Methods: Since 2004 Tuscany Region has been adopting a performance evaluation system (PES) for the whole health care system (12 Local Health Authorities and 4 Teaching Hospitals). In 2012 Tuscany Region, started, with voluntary 80 NH, a process to evaluate NH quality performances and variability. This process consisted of two main stage: the map of NH organizations and services in order to develop a benchmarking context in which compare properly quality, equity and efficiency; the development of a systematic PES. During a 3-week training and research course, NH managers and health operators, divided in three heterogeneous groups, were invited to define a set of indicators to evaluate NH performance in a multidimensional way. Results of single group were shared in plenary sessions through a Delphi method.

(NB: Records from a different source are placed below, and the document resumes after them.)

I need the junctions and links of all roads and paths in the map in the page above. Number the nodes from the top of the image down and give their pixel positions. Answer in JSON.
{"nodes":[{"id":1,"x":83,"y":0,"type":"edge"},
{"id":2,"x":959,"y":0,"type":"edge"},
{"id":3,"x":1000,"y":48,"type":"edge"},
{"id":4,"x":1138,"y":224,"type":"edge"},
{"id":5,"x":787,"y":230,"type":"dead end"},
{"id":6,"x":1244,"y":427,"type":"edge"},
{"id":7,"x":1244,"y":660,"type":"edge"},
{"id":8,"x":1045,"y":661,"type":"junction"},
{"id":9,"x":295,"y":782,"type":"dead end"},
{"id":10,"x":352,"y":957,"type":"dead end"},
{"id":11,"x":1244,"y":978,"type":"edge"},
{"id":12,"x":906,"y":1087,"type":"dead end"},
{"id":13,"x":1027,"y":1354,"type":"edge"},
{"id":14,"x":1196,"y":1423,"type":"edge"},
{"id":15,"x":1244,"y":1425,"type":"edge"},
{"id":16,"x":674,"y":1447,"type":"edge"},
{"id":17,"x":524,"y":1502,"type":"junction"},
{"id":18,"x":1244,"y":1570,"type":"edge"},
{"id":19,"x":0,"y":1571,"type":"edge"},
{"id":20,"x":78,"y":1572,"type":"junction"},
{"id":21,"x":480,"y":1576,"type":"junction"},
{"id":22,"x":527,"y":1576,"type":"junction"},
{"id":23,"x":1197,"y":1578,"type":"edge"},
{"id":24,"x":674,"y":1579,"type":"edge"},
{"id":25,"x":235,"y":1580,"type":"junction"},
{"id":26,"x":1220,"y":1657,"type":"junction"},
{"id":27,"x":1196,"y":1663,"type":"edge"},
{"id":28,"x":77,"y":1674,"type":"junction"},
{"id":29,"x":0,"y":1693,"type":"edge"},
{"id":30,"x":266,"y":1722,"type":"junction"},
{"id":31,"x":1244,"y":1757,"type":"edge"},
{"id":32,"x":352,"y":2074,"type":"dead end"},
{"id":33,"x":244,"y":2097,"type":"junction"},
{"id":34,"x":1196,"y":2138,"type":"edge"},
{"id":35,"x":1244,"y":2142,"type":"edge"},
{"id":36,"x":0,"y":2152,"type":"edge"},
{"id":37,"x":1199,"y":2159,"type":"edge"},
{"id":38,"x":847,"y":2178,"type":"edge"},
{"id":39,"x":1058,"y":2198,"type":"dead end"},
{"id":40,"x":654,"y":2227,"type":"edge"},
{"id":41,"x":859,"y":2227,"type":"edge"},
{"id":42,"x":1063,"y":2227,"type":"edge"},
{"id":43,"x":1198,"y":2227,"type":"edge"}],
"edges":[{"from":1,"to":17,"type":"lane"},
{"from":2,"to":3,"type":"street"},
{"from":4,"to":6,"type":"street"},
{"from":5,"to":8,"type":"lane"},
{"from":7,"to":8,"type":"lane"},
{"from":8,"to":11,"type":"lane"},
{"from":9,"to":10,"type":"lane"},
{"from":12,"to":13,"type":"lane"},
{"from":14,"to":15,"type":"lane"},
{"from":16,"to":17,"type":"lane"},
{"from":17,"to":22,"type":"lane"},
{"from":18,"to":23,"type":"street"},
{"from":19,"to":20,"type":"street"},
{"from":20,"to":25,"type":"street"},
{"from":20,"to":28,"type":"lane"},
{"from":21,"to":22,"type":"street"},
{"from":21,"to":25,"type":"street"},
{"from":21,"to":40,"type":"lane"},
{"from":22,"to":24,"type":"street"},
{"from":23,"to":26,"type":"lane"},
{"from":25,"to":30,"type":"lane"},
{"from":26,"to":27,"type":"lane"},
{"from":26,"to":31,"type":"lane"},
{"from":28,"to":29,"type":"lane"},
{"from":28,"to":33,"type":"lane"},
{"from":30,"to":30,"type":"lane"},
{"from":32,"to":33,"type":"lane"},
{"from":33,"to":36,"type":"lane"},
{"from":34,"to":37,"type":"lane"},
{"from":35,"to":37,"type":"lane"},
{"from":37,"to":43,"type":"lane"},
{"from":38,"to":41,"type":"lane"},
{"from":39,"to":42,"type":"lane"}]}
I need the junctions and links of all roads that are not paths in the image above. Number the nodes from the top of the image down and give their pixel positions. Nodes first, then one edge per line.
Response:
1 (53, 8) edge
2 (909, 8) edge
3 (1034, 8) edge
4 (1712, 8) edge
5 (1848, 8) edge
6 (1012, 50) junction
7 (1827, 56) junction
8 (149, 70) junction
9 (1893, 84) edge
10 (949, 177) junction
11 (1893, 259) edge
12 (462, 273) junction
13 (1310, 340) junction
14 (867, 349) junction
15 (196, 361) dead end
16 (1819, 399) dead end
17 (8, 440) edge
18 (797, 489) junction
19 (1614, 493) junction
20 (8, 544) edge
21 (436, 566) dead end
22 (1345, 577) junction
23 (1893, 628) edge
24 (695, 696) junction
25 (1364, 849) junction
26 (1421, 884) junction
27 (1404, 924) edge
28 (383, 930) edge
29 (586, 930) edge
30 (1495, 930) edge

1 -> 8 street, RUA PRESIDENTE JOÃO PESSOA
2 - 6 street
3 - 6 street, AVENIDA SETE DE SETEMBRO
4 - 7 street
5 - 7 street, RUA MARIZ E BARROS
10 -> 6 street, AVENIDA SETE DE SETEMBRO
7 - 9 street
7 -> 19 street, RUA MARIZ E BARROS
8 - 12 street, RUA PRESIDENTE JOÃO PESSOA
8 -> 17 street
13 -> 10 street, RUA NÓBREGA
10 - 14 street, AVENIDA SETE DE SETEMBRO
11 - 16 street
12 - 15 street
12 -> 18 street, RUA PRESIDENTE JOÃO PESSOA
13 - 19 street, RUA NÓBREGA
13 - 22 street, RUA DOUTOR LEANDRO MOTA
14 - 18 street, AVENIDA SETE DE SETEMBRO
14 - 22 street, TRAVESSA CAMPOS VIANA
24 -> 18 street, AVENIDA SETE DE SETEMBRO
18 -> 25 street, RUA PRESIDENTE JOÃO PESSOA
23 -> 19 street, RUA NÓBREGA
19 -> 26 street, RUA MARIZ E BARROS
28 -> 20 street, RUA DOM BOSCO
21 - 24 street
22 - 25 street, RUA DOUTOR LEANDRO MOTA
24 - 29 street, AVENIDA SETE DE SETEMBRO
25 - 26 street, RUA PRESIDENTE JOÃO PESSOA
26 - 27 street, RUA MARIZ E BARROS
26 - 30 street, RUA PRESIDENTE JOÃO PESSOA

Results and conclusions: Participants identified four different quality dimensions and relative performance indicators based on administrative data flows and patients and staff survey. The evaluation dimensions are the following: quality of clinical care, quality of integration and daily activities, patients and family satisfaction, staff satisfaction and financial efficiency; these dimensions are monitored by about 30 performance indicators (tested in the 80 NH) that are evaluated on the basis of the regional average or on minimum quality standards to achieve. The PES it’s characterized by a public reporting system, multidimensionality, transparency and accountability, which aim to make NH responsible for their actions and use of resources and, even if it is in his early stage of development, it is acting as a stimulant for quality improvement. This regional evaluation process had stimulated a good debate between NH operators, improving their managerial capacity and data and benchmarking culture in order to improve overall quality. The PES in fact can be a tool not only for the region, but also for family and patients so to increase the equity of the LTC system.